What you need to do:
Starting at the top line and ending at the bottom one, repeat the entries exactly and drop every picture.

START Given records

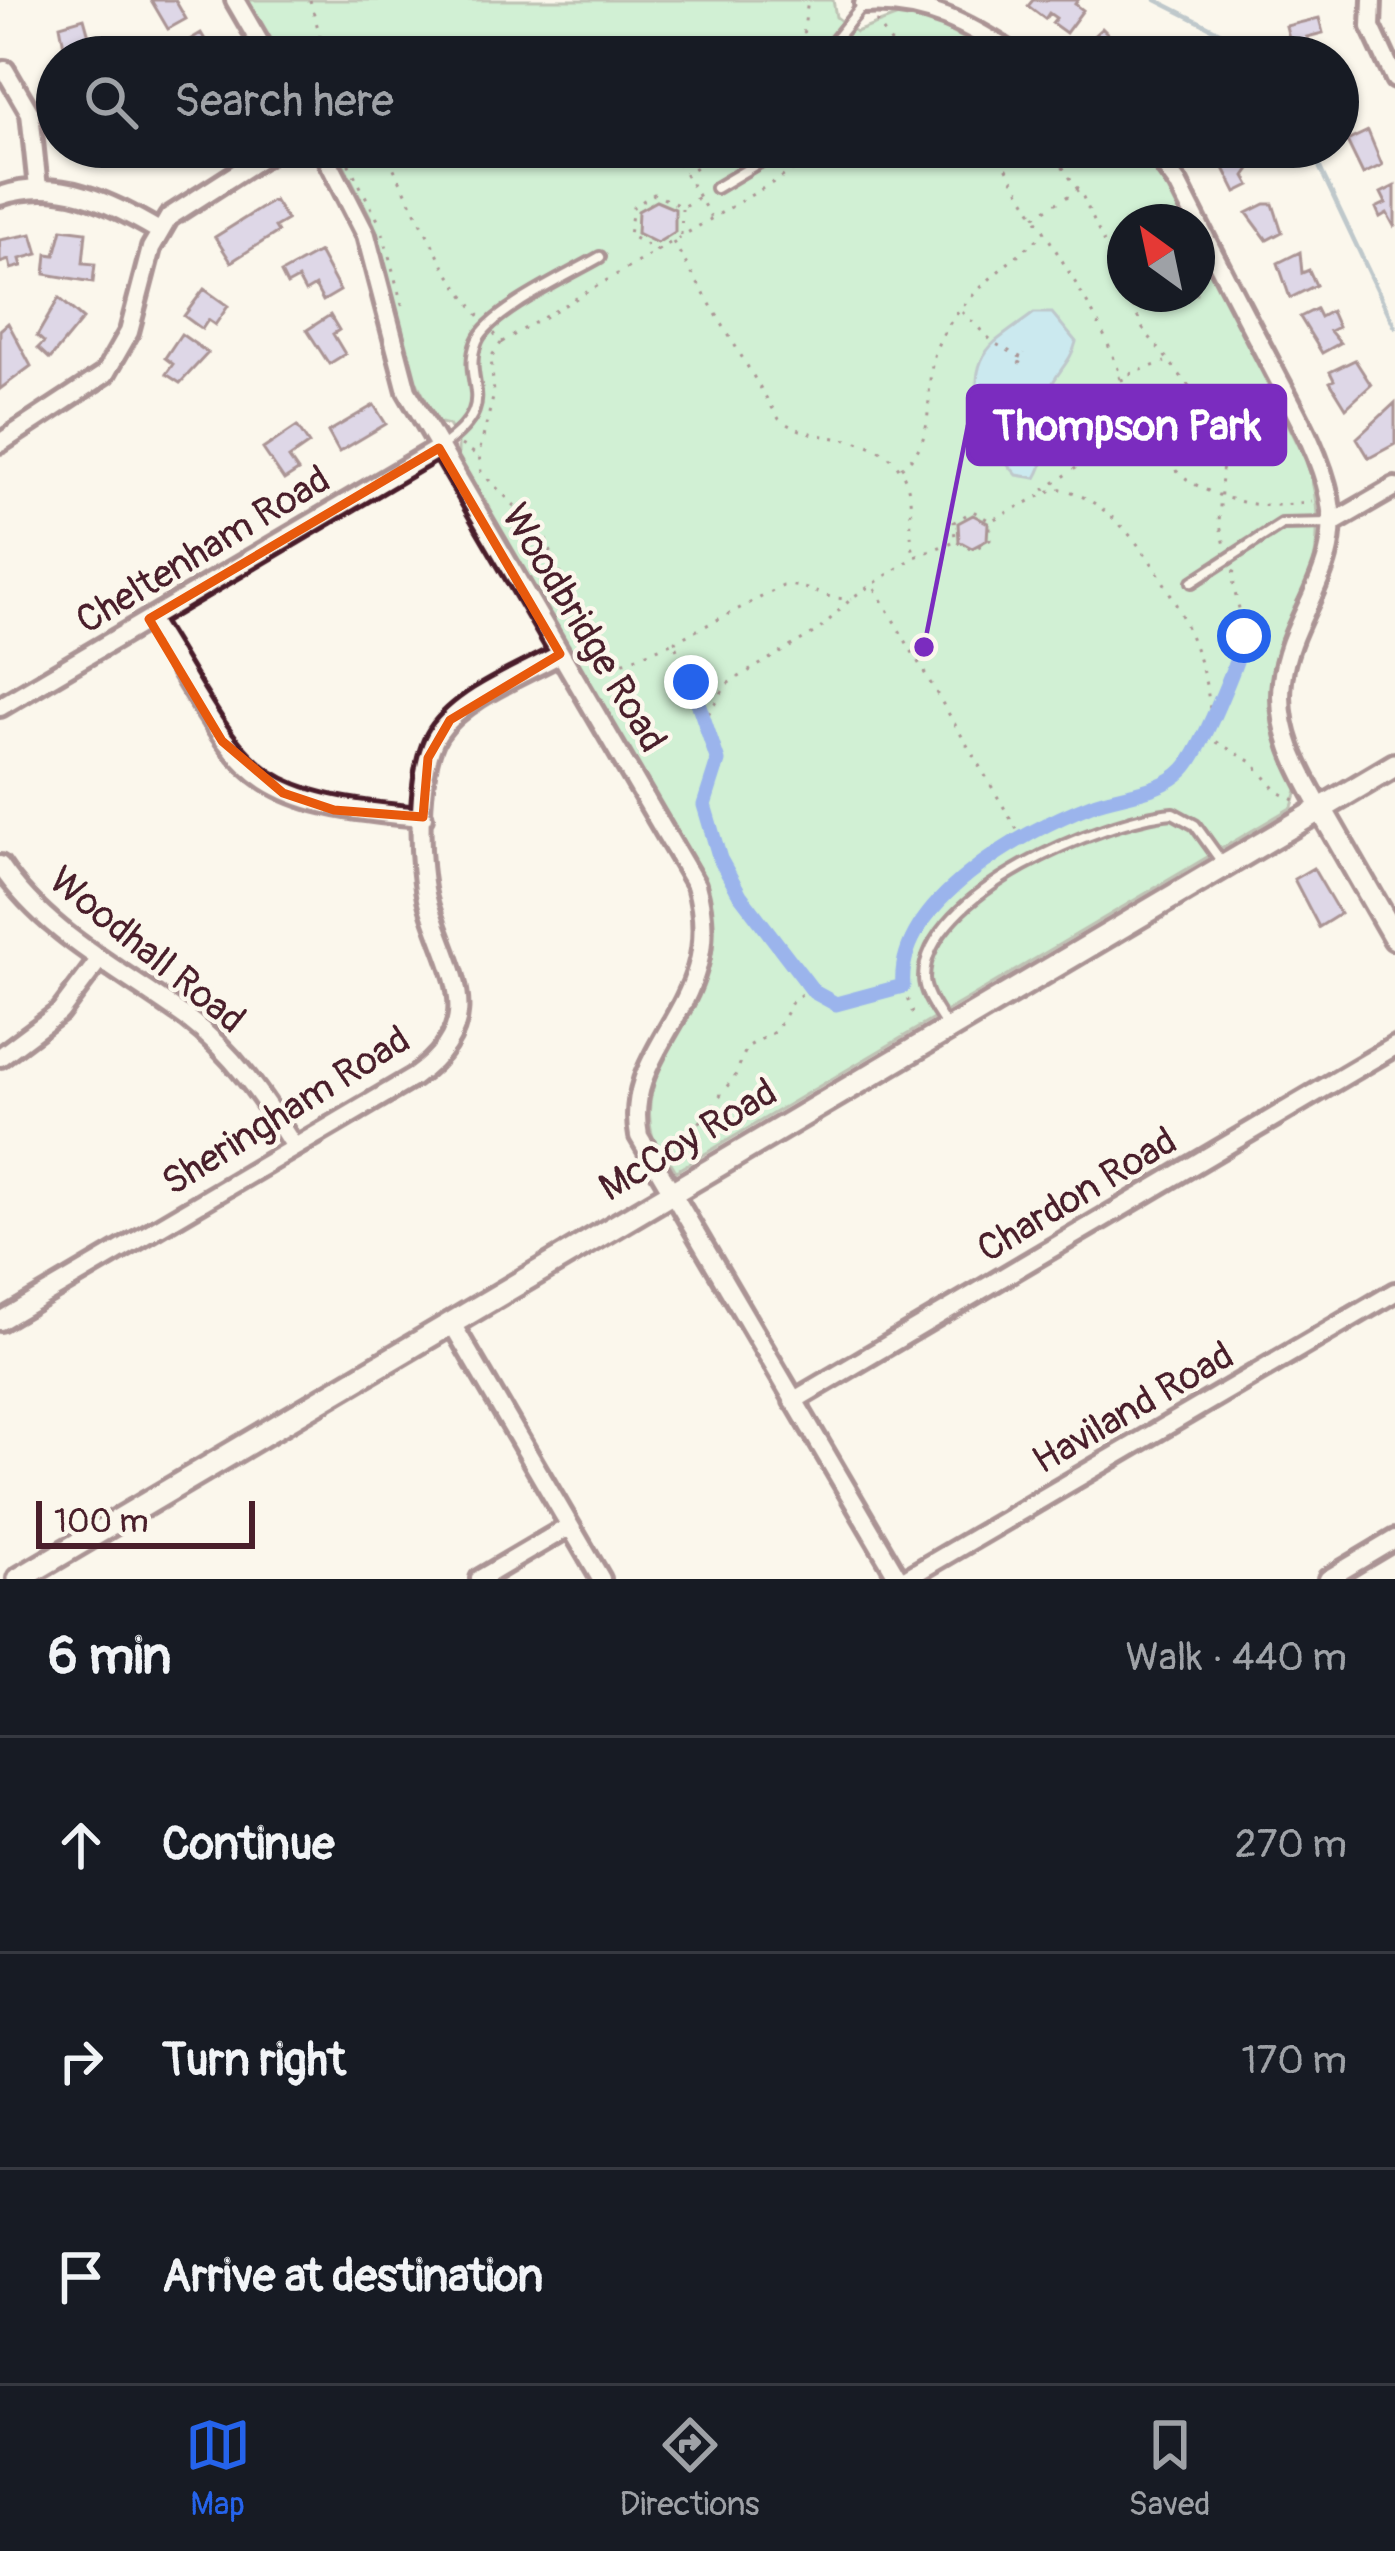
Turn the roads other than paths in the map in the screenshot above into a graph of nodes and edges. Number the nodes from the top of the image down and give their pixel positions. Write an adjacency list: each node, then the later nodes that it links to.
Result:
1 (235, 0): 4 (street)
2 (863, 4): 5 (lane); 6 (street)
3 (1370, 5): 8 (street)
4 (256, 36)
5 (839, 36)
6 (981, 36)
7 (5, 70): 13 (street)
8 (1395, 79)
9 (242, 168): 16 (street)
10 (332, 168): 19 (street, Woodbridge Road)
11 (750, 168): 14 (lane)
12 (1168, 168): 21 (street)
13 (38, 188): 15 (street); 16 (street)
14 (716, 188)
15 (0, 196)
16 (159, 231): 18 (street)
17 (600, 256): 19 (lane)
18 (0, 443)
19 (446, 443): 23 (street, Cheltenham Road); 24 (street, Woodbridge Road)
20 (1395, 487): 21 (street)
21 (1331, 524): 22 (lane); 27 (street)
22 (1192, 582)
23 (149, 619): 25 (street, Cheltenham Road); 28 (street)
24 (560, 653): 28 (street, Sheringham Road); 37 (street, Woodbridge Road)
25 (0, 707)
26 (1395, 765): 27 (main road, McCoy Road)
27 (1321, 809): 30 (main road, McCoy Road); 31 (main road)
28 (423, 817): 36 (street, Sheringham Road)
29 (0, 865): 32 (street, Woodhall Road)
30 (1224, 866): 33 (main road, McCoy Road); 33 (lane)
31 (1395, 938)
32 (99, 960): 35 (street); 36 (street, Woodhall Road)
33 (948, 1029): 37 (main road, McCoy Road)
34 (1395, 1046): 41 (street, Chardon Road)
35 (0, 1057)
36 (294, 1147): 39 (street, Sheringham Road)
37 (670, 1193): 40 (main road, McCoy Road); 41 (street, Woodbridge Road)
38 (1395, 1292): 47 (street, Haviland Road)
39 (0, 1322)
40 (451, 1322): 42 (street); 44 (main road, McCoy Road)
41 (793, 1401): 47 (street, Woodbridge Road)
42 (570, 1526): 45 (street); 46 (street)
43 (1395, 1539): 48 (street)
44 (19, 1579)
45 (480, 1579)
46 (602, 1579)
47 (902, 1579)
48 (1328, 1579)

END Given records

Solution to the exercise:
Turn the roads other than paths in the map in the screenshot above into a graph of nodes and edges. Number the nodes from the top of the image down and give their pixel positions. Write an adjacency list: each node, then the later nodes that it links to.
Result:
1 (235, 0): 4 (street)
2 (863, 4): 5 (lane); 6 (street)
3 (1370, 5): 8 (street)
4 (256, 36)
5 (839, 36)
6 (981, 36)
7 (5, 70): 13 (street)
8 (1395, 79)
9 (242, 168): 16 (street)
10 (332, 168): 19 (street, Woodbridge Road)
11 (750, 168): 14 (lane)
12 (1168, 168): 21 (street)
13 (38, 188): 15 (street); 16 (street)
14 (716, 188)
15 (0, 196)
16 (159, 231): 18 (street)
17 (600, 256): 19 (lane)
18 (0, 443)
19 (446, 443): 23 (street, Cheltenham Road); 24 (street, Woodbridge Road)
20 (1395, 487): 21 (street)
21 (1331, 524): 22 (lane); 27 (street)
22 (1192, 582)
23 (149, 619): 25 (street, Cheltenham Road); 28 (street)
24 (560, 653): 28 (street, Sheringham Road); 37 (street, Woodbridge Road)
25 (0, 707)
26 (1395, 765): 27 (main road, McCoy Road)
27 (1321, 809): 30 (main road, McCoy Road); 31 (main road)
28 (423, 817): 36 (street, Sheringham Road)
29 (0, 865): 32 (street, Woodhall Road)
30 (1224, 866): 33 (main road, McCoy Road); 33 (lane)
31 (1395, 938)
32 (99, 960): 35 (street); 36 (street, Woodhall Road)
33 (948, 1029): 37 (main road, McCoy Road)
34 (1395, 1046): 41 (street, Chardon Road)
35 (0, 1057)
36 (294, 1147): 39 (street, Sheringham Road)
37 (670, 1193): 40 (main road, McCoy Road); 41 (street, Woodbridge Road)
38 (1395, 1292): 47 (street, Haviland Road)
39 (0, 1322)
40 (451, 1322): 42 (street); 44 (main road, McCoy Road)
41 (793, 1401): 47 (street, Woodbridge Road)
42 (570, 1526): 45 (street); 46 (street)
43 (1395, 1539): 48 (street)
44 (19, 1579)
45 (480, 1579)
46 (602, 1579)
47 (902, 1579)
48 (1328, 1579)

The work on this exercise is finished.